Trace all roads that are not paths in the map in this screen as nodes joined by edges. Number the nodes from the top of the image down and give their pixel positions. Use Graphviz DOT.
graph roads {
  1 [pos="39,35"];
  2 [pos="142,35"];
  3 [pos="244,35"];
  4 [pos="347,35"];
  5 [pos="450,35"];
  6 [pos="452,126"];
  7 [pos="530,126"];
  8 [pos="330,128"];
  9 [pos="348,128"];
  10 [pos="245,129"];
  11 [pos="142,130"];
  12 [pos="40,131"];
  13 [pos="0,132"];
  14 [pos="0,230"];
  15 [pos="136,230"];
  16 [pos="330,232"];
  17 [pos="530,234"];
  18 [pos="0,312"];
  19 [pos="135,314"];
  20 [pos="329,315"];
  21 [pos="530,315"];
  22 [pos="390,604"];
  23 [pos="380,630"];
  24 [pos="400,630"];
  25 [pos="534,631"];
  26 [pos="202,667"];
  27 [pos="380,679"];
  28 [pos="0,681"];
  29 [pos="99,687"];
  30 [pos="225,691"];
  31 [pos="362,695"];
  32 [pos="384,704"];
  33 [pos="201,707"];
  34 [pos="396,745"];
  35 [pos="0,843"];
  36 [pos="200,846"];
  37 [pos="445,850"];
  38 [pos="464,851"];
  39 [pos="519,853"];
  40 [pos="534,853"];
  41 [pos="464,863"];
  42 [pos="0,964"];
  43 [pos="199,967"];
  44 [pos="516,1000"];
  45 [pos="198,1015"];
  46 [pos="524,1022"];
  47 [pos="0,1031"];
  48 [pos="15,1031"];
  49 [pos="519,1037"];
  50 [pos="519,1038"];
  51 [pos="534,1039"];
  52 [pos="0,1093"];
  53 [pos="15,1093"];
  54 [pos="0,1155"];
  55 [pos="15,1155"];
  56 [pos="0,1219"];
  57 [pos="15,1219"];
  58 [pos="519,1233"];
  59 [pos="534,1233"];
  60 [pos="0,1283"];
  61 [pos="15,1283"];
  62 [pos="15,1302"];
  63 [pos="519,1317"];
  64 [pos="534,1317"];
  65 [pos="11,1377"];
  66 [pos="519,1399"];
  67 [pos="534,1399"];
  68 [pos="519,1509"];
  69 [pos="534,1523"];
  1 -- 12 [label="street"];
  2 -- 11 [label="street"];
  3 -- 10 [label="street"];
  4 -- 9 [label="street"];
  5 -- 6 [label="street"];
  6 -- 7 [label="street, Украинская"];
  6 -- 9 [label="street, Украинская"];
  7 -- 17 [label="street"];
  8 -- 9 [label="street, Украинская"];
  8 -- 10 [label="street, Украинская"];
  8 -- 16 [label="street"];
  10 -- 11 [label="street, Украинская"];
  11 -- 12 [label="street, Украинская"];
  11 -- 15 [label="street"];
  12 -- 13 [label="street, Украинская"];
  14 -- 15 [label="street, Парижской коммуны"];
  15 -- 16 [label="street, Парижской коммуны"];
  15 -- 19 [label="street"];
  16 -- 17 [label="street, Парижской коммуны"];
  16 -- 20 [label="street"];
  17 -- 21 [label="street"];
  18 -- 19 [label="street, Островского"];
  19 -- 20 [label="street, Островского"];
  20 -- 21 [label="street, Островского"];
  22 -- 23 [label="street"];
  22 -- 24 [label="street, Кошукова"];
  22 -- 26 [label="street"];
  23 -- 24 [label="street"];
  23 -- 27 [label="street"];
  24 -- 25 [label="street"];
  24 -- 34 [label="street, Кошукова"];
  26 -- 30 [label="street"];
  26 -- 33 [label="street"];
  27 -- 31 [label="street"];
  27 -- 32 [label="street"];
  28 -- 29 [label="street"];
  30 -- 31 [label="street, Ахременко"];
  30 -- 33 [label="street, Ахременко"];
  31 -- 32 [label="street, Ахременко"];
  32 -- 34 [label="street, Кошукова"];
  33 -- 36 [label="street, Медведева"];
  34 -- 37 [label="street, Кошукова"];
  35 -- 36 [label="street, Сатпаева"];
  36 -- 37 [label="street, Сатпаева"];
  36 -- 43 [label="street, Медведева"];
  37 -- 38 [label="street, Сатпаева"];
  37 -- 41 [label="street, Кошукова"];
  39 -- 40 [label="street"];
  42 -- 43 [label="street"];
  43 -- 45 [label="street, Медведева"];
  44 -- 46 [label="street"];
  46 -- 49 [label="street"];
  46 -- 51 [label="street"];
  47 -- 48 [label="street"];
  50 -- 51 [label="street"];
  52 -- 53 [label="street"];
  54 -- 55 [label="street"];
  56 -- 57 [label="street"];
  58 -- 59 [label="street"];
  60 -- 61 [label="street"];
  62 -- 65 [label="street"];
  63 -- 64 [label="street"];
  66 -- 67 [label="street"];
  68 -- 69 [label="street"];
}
---
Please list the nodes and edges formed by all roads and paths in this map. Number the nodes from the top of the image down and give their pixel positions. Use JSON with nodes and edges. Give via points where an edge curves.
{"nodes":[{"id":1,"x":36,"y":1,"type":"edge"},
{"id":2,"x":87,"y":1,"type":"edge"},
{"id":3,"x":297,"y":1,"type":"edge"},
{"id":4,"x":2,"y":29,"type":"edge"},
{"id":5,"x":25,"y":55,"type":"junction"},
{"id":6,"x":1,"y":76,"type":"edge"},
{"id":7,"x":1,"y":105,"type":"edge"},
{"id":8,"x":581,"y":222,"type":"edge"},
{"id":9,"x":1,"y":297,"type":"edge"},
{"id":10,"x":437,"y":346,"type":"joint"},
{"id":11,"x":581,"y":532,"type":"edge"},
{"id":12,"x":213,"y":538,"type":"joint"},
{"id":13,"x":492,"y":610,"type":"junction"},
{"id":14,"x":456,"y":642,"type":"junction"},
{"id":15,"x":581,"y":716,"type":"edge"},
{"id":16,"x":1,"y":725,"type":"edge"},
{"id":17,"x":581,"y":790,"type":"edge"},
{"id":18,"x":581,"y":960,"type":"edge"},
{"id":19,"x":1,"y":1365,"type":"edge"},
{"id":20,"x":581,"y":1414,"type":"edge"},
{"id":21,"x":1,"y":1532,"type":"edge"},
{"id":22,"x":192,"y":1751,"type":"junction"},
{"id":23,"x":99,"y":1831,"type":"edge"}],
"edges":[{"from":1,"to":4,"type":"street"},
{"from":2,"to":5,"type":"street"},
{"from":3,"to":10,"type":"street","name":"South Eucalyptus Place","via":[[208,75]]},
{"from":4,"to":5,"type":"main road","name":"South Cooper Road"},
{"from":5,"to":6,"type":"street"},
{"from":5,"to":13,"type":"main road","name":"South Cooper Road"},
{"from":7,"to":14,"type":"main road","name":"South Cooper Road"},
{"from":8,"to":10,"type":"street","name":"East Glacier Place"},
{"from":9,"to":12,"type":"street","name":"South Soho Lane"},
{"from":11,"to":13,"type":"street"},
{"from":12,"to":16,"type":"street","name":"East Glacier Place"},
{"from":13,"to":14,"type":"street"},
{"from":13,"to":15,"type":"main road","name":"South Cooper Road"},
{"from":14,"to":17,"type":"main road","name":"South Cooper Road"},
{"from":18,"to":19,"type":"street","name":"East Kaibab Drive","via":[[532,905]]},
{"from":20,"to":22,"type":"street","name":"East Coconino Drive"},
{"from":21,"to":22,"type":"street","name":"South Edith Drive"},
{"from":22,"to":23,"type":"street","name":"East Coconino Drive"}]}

◆ TRY IT: Scan the material for the string "Украинская". Copy each line where it appears.

◆ RESULT OF THE EXERCISE:
  6 -- 7 [label="street, Украинская"];
  6 -- 9 [label="street, Украинская"];
  8 -- 9 [label="street, Украинская"];
  8 -- 10 [label="street, Украинская"];
  10 -- 11 [label="street, Украинская"];
  11 -- 12 [label="street, Украинская"];
  12 -- 13 [label="street, Украинская"];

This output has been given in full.